Saved entries:
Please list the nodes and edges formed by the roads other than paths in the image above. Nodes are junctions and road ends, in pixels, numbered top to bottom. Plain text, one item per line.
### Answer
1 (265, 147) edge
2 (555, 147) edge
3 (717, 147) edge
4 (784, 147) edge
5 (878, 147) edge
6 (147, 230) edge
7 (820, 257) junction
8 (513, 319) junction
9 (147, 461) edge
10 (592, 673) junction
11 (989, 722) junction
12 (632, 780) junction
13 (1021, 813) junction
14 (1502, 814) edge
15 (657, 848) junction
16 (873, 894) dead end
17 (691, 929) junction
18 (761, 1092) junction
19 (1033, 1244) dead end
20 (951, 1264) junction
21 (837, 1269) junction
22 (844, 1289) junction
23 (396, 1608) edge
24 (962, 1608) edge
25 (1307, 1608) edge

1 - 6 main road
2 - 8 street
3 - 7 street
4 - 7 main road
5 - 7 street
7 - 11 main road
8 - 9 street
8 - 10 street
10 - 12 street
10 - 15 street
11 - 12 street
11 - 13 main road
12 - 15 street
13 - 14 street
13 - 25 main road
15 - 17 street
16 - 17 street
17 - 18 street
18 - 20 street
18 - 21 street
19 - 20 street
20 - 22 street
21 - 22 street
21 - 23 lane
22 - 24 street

§ DIRECTIONS FOR THIS TASK:
From the first line through the last, give the data above again exactly.

§ RESPONSE AREA:
Please list the nodes and edges formed by the roads other than paths in the image above. Nodes are junctions and road ends, in pixels, numbered top to bottom. Plain text, one item per line.
### Answer
1 (265, 147) edge
2 (555, 147) edge
3 (717, 147) edge
4 (784, 147) edge
5 (878, 147) edge
6 (147, 230) edge
7 (820, 257) junction
8 (513, 319) junction
9 (147, 461) edge
10 (592, 673) junction
11 (989, 722) junction
12 (632, 780) junction
13 (1021, 813) junction
14 (1502, 814) edge
15 (657, 848) junction
16 (873, 894) dead end
17 (691, 929) junction
18 (761, 1092) junction
19 (1033, 1244) dead end
20 (951, 1264) junction
21 (837, 1269) junction
22 (844, 1289) junction
23 (396, 1608) edge
24 (962, 1608) edge
25 (1307, 1608) edge

1 - 6 main road
2 - 8 street
3 - 7 street
4 - 7 main road
5 - 7 street
7 - 11 main road
8 - 9 street
8 - 10 street
10 - 12 street
10 - 15 street
11 - 12 street
11 - 13 main road
12 - 15 street
13 - 14 street
13 - 25 main road
15 - 17 street
16 - 17 street
17 - 18 street
18 - 20 street
18 - 21 street
19 - 20 street
20 - 22 street
21 - 22 street
21 - 23 lane
22 - 24 street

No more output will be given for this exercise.